Christmas is definitely one of my favorite holidays. I actually love all the holidays especially the fun traditions that go from generation to generation. I think as I grow older I begin to have a deeper appreciation for the traditions that surround the holidays. I know everyone has their own way of celebrating the holidays but whatever way you celebrate hopefully it’s doing something that makes you happy.
Christmas Eve has always been my favorite. Watching Christmas movies, usually A Christmas Story, opening one present, leaving cookies out for Santa, and the anticipation of Christmas morning, even as an adult I still love going home to enjoy all these small events. Okay, maybe I stopped leaving cookies out for Santa a few years ago but I always loved waking up in the morning, finding the cookies gone, and usually a note left behind.
Digging through my stocking in the morning is probably my second favorite, so fun to see all the treats hidden inside and every year as I dig through the same stocking I’ve used as long as I can remember I instantly feel like a kid again. I also just love the time spent with my family.
I wish my brother and his wife lived closer but maybe next year. Maybe we’ll plan to travel one year for Christmas, although after watching the news I think traveling over the holidays seems like one to avoid if possible. I’m thankful for the family I get to see and will hopefully see the ones I didn’t get to see on my travels in the new year.

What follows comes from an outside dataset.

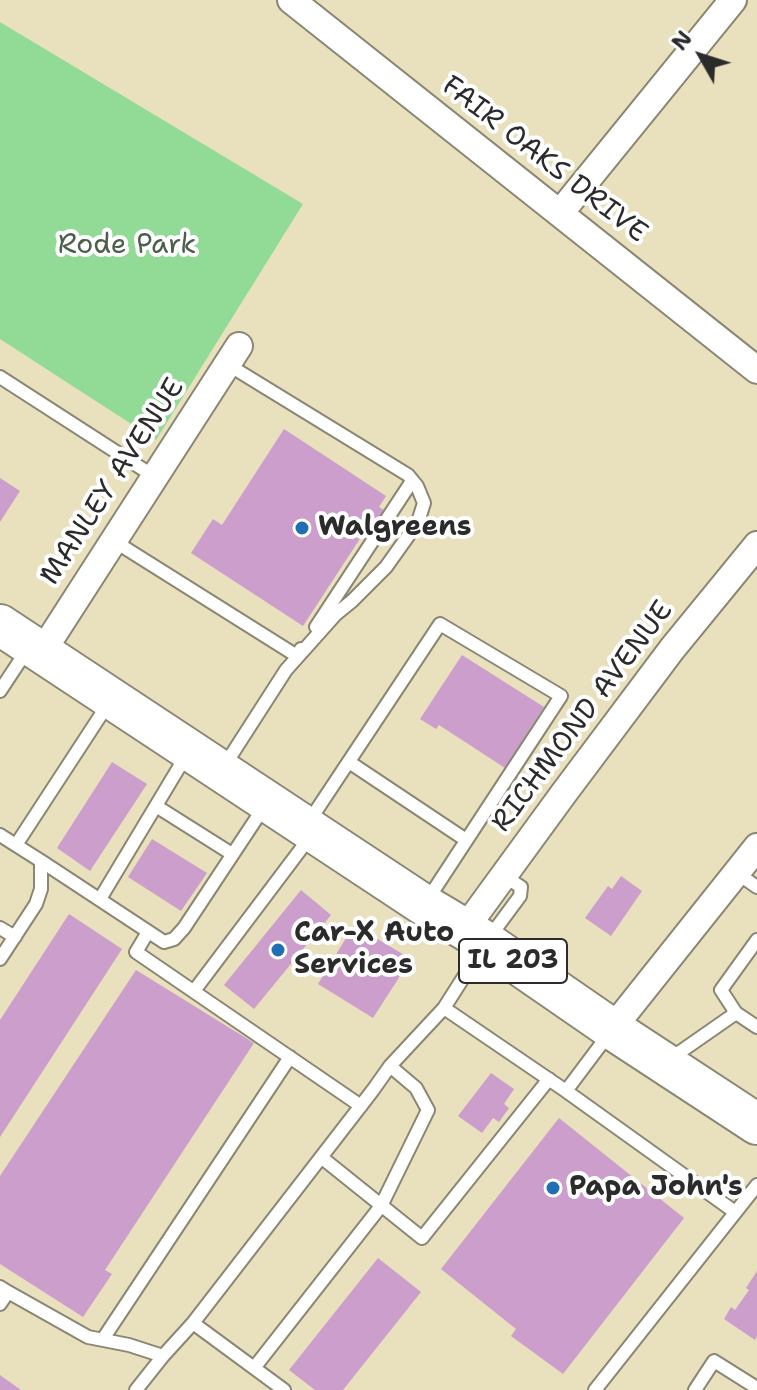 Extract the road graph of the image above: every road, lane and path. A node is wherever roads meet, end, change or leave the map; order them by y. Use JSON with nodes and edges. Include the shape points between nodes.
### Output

My laptop is ancient (5 years old) by technology standards and the battery lasts for about 5 minutes if it’s not plugged in plus without wi-fi at my parent’s place I don’t see much point in dragging it along plus I just want to enjoy the time away so I probably won’t post anything for a few days.
I planned on writing a bunch of posts ahead of time but, you know, the best laid plans and all that jazz 🙂 Hope everyone has a very Merry Christmas!!
I usually don’t mind being single or regret not having children at this point in my life but sometimes when the holidays come around I get a bit emotional and find myself longing for a family of my own to share in all the things I love about the holidays. Reading my posts you should know I’m not one to dwell, I know things will happen in their due time, and I have plenty to be grateful for in my life but I’m also not immune to negativity.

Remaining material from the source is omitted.